Goudsmit was among the first in 1986 who discovered that the amount of HIV in blood predicted the progression to clinically manifest AIDS and he discovered in 2008 the Achilles heel of the influenza virus that opened the way towards a universal influenza vaccine. In 2013 Goudsmit coined the concept "Immorbidity" for a human life course immune to age-related diseases that prematurely end life, accepting that even with a minimum of disease human life ends. In 2000 the science-fiction writer Wil McCarthy introduced the term " immorbidity " in his book " The Collapsium" as the concept to eradicate all terminal illness during time transport over lightyears making the transported people virtually immortal. Goudsmit disagrees with this link between immortality and immorbidity.

In 1978 Goudsmit received his MD degree with honor at the Faculty of Medicine of the University of Amsterdam. He was awarded a Fogarty fellowship and joined the research on kuru with Nobel Prize winner Daniel Carleton Gajdusek. He received his PhD from the University of Amsterdam in 1982. He received a Fogarty Visiting Scientist Award to do postdoctoral research at the National Institutes of Health in Bethesda, Maryland. In 1983 Goudsmit became board certified in the Netherlands as a Medical Microbiologist. From 1989 -2001 he was professor in virology at the University of Amsterdam. One Science paper published in 1990 with Goudsmit as senior author created a controversy in the Netherlands and concerned a study of blocking of HIV replication by antisense DNA. Despite the fact that Goudsmit had to retract this paper, he was chosen by his peers in a 1993 Science article as one of the best European AIDS scientists and is still one of the most productive and most cited virologists worldwide.

Goudsmit was appointed professor of virology in 1989 at the Academic Medical Center of the University of Amsterdam, a position he held till 2001. He has been heading the Department of Human Retrovirology at the Academic Medical Center (AMC) of the University of Amsterdam from 1996 to 2002 and chairman of the AMC Research Institute for Infectious Diseases and the AMC Institute for Science Education. From 1984 -2001 he was one of the principal researchers of the Amsterdam Cohort Studies on HIV infection and AIDS among homosexual men and HIV drug users. From 2001 to 2016 Goudsmit was professor of vaccinology and immunoprophylaxis in the department of Internal Medicine at the Academic Medical Center of the University of Amsterdam and in 2016 he became professor of Pathogenesis and natural history of neurodegenerative diseases in the Department of Neurology, Amsterdam Neuroscience, Academic Medical Center. In 2016 Goudsmit was appointed professor of epidemiology at the Harvard T.H.Chan School of Public Health. In 2019 Goudsmit was appointed Senior Vice President and Chief Scientific Officer of the Human Vaccines Project (www.humanvaccinesproject.org)

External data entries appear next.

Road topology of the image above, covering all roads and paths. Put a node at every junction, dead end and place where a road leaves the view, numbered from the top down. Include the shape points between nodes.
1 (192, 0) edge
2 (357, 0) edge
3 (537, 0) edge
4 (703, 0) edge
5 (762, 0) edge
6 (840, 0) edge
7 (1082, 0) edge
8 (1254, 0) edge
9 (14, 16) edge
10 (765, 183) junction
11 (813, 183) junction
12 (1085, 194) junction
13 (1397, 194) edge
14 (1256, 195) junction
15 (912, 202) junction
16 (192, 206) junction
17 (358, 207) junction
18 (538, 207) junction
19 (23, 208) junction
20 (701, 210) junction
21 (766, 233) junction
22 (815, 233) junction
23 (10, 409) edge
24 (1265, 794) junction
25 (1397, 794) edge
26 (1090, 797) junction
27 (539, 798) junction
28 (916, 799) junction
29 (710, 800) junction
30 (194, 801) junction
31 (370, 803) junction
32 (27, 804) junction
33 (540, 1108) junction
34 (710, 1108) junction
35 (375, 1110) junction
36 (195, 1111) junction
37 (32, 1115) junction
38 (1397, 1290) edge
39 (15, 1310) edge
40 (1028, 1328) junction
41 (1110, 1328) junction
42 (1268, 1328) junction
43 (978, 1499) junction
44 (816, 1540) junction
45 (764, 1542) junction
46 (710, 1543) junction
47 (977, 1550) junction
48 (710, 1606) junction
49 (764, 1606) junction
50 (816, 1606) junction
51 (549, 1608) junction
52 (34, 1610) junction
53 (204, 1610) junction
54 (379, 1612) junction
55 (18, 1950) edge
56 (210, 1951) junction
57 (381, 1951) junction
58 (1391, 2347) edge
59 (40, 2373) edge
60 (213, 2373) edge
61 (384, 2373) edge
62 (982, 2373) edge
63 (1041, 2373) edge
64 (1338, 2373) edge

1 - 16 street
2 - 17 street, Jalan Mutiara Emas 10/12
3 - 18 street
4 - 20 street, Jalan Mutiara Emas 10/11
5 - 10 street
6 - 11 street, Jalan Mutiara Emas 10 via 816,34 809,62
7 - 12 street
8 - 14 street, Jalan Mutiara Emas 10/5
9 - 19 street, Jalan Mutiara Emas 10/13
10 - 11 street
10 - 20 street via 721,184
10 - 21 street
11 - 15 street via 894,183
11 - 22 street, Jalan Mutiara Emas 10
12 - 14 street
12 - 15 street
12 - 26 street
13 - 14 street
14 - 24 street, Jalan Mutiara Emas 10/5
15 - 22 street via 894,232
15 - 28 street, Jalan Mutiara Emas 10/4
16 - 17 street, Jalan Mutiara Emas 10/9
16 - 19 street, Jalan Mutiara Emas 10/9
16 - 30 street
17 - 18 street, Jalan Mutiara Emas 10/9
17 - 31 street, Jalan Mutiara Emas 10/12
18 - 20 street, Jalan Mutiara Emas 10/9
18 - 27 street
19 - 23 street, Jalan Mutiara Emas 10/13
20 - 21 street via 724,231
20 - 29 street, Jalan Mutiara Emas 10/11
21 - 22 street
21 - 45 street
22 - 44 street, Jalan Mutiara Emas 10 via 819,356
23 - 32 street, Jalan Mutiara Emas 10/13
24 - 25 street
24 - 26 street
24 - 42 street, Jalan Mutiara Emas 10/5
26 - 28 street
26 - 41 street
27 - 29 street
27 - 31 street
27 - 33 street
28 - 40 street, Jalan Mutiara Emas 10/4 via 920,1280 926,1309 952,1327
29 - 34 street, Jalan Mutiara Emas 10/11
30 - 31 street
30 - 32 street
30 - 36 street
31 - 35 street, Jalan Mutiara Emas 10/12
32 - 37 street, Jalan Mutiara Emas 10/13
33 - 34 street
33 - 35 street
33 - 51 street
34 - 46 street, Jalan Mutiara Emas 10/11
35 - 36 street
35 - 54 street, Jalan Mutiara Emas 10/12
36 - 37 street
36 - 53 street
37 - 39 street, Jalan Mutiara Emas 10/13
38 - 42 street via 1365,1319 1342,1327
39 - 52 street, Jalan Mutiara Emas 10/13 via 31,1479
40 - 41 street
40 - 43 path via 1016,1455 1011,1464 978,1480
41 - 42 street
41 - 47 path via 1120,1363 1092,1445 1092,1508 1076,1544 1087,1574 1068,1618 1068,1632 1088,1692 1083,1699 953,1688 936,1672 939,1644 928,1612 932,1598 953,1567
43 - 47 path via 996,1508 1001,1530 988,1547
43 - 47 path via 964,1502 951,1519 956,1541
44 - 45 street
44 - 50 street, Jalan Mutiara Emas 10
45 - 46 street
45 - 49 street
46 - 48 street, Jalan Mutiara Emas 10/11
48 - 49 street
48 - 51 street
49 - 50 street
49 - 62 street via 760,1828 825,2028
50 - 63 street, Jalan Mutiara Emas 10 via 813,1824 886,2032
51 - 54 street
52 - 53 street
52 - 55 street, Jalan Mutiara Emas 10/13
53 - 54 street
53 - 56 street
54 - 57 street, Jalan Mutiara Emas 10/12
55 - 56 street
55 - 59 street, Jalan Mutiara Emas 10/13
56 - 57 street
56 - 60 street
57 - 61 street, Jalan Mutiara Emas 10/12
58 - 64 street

He chaired the Scientific Advisory Committee of the International AIDS Vaccine Initiative (IAVI) and has been a member of its board. He was project leader and (co)chair of Eurovacc Foundation. In 2002 Goudsmit joined Crucell, a biotechnology company in Leiden, as Chief Medical Officer and Executive Vice President of Vaccine Research and Development. From 2004 -2011 he was Chief Scientific Officer of Crucell and member of the management board. When Crucell was acquired by Johnson and Johnson Goudsmit became head of the Crucell Vaccine Institute from 2011 to 2015, an institute focusing on influenza research. In 2015 he became global head of the Janssen Prevention Center, that focuses on the prevention of non-communicable diseases with a special emphasis on prognostic markers for age-related diseases. In 2017 Goudsmit retired from Johnson & Johnson and returned to academia to study Alzheimer's Disease and Ageing.

Goudsmit is a researcher who has authored or co-authored more than 560 scientific publications, including ten articles in Science, six in Nature, and twelve in Proceedings of the National Academy of Sciences (PNAS). According to the Institute for Scientific Information, he was included in the list of most-cited scientists in 2001. In 2016, Goudsmit received an honorary degree from Vrije Universiteit and the Vrije Universiteit Medical Center in recognition of his contributions to science in both academia and the biopharmaceutical industry.